TASK PROMPT:
Which of the lines in the records below hold the string "Write"? Copy every one of them.

——————

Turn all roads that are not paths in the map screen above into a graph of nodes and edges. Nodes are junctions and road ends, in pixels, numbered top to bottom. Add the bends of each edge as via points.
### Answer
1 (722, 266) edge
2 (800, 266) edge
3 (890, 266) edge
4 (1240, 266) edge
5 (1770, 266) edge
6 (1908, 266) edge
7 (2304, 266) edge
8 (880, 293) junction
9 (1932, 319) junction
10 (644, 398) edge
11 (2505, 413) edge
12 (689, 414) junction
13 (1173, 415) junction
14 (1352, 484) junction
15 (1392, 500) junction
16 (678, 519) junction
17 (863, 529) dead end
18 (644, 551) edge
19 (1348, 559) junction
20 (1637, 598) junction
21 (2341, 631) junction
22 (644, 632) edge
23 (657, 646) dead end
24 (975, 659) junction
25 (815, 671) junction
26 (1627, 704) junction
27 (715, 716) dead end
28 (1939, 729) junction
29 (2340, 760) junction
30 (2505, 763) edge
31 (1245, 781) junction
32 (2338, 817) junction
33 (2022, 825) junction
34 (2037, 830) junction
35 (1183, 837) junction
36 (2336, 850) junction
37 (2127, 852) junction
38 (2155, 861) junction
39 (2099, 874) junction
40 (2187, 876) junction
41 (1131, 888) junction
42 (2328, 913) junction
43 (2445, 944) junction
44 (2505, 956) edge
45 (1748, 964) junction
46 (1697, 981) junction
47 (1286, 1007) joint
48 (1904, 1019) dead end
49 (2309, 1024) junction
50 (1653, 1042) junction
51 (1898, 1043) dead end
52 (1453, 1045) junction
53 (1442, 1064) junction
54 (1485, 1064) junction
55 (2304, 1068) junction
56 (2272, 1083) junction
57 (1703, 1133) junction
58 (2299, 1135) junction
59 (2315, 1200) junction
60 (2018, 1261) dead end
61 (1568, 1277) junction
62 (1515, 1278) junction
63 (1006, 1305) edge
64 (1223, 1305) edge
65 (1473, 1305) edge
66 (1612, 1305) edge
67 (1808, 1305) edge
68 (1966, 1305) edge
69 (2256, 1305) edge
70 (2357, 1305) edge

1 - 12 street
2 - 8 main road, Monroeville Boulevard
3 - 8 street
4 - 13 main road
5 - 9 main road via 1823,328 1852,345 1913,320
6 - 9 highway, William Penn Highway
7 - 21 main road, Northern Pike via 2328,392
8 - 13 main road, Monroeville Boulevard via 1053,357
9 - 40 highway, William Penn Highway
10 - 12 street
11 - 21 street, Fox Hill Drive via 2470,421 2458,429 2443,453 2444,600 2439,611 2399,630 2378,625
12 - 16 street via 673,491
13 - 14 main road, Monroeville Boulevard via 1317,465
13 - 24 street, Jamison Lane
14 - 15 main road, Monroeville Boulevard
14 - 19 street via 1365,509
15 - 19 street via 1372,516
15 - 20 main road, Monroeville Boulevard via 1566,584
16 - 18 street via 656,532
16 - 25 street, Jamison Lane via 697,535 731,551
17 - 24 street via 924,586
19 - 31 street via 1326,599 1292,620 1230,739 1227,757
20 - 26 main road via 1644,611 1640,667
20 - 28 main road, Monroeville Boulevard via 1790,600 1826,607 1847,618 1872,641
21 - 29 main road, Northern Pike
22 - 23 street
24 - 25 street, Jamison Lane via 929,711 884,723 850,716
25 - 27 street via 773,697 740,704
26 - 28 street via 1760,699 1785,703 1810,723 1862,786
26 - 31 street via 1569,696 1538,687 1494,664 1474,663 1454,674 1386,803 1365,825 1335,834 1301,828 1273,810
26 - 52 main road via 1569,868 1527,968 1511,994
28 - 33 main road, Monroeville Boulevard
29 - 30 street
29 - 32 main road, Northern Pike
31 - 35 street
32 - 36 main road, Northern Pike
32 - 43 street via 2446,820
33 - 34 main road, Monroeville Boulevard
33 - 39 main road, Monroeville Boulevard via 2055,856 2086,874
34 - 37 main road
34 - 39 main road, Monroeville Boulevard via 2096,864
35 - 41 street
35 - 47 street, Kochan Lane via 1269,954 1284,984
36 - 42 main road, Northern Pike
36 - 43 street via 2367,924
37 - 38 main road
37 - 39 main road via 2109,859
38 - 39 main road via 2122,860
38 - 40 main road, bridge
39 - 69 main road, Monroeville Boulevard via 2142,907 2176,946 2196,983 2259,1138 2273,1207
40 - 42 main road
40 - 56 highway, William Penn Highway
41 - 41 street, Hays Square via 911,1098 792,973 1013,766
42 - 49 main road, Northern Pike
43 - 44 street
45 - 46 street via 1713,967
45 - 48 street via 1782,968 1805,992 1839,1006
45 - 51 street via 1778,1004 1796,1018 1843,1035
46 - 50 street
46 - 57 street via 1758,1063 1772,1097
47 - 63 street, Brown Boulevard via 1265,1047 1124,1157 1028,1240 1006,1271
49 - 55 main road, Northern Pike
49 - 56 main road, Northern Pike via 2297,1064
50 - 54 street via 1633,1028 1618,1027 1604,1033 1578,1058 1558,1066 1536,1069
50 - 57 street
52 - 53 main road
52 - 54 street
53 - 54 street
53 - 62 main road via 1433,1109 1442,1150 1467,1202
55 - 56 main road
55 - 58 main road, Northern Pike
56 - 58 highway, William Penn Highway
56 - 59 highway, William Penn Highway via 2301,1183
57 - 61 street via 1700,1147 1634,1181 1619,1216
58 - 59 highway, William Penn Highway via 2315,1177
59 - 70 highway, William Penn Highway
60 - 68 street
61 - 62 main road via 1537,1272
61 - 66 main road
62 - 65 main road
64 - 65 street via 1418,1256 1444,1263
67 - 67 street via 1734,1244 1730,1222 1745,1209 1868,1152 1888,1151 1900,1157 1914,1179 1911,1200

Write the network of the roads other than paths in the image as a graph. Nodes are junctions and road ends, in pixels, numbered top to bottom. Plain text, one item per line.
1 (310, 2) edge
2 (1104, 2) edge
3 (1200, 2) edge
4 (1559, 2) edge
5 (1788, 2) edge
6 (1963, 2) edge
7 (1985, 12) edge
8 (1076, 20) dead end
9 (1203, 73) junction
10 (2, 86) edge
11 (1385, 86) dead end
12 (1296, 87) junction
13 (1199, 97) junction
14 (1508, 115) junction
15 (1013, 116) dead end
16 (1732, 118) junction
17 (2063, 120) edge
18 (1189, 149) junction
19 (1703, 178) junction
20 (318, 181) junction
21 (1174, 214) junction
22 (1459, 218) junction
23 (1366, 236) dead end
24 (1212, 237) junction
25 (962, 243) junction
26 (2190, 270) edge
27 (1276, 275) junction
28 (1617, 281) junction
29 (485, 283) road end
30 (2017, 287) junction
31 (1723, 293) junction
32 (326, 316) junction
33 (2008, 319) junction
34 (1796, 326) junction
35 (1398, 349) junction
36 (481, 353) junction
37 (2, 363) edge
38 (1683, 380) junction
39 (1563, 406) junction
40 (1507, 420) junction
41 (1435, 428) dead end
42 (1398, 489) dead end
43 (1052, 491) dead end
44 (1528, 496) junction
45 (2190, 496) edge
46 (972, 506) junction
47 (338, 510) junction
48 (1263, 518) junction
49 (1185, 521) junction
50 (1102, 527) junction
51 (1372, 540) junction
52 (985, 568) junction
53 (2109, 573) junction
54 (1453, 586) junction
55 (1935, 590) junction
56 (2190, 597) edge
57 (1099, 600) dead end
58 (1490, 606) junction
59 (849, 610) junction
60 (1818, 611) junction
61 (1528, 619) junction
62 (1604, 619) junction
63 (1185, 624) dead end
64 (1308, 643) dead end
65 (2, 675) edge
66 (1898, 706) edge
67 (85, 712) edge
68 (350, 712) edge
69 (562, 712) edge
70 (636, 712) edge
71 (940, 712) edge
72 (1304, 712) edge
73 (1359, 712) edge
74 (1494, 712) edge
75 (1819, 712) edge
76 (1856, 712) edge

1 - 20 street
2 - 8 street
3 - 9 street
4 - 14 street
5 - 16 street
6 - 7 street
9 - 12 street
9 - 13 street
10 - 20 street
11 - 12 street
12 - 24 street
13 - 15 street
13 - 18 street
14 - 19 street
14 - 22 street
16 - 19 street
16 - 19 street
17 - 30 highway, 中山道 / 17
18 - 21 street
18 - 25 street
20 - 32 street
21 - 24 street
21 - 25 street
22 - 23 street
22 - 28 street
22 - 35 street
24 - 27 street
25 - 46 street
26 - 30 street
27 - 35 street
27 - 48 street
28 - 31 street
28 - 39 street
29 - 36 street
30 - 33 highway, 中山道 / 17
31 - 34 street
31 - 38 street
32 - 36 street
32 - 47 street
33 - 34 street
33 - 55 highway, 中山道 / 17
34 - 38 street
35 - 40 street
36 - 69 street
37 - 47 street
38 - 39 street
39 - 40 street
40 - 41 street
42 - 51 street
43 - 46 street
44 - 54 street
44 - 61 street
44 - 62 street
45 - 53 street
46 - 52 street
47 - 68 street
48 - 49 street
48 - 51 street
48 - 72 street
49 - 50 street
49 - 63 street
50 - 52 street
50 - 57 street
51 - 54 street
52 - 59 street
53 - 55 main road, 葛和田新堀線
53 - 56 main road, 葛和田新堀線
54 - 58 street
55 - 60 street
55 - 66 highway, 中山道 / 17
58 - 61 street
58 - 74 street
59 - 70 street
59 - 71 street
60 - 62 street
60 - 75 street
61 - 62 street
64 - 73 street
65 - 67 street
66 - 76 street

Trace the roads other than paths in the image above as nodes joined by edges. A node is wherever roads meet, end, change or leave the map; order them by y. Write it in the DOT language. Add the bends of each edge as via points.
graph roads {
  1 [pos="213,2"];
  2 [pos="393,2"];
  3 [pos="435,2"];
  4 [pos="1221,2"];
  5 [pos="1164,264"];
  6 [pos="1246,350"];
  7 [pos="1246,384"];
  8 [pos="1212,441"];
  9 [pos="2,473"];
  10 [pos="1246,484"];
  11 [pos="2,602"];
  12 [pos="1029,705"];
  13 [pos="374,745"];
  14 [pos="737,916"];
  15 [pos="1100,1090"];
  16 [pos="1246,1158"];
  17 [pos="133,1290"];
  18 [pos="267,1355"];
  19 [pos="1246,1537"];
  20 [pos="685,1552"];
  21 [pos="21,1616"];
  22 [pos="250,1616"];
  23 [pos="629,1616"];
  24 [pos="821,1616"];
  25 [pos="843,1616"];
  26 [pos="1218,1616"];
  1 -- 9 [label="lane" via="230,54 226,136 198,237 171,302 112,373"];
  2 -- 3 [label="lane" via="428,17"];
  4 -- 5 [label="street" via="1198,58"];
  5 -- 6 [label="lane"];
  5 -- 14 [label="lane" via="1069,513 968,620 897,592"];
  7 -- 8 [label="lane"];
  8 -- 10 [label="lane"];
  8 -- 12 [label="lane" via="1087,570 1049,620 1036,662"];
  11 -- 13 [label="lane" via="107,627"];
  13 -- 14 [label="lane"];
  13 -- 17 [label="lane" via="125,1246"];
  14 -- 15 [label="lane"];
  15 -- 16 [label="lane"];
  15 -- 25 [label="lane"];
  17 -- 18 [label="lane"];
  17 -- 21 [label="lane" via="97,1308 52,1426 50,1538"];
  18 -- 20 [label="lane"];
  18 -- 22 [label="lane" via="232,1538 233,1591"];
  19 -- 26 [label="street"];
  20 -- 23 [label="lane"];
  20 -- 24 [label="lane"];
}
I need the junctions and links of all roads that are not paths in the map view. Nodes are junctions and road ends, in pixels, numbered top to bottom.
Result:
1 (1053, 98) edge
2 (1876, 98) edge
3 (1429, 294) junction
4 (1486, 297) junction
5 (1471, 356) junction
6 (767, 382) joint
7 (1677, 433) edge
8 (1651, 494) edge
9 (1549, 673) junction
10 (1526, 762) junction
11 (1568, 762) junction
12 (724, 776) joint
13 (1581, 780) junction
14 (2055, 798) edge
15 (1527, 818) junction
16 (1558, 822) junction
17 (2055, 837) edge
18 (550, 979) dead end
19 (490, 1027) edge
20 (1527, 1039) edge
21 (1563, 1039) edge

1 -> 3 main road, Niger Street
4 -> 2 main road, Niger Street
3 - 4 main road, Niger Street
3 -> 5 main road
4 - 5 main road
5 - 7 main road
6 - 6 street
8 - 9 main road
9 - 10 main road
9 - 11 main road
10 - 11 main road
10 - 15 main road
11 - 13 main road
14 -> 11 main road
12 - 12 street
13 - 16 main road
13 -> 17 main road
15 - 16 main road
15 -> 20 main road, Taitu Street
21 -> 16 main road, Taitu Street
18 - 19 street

——————

PROBLEM SOLUTION:
Write the network of the roads other than paths in the image as a graph. Nodes are junctions and road ends, in pixels, numbered top to bottom. Plain text, one item per line.
Trace the roads other than paths in the image above as nodes joined by edges. A node is wherever roads meet, end, change or leave the map; order them by y. Write it in the DOT language. Add the bends of each edge as via points.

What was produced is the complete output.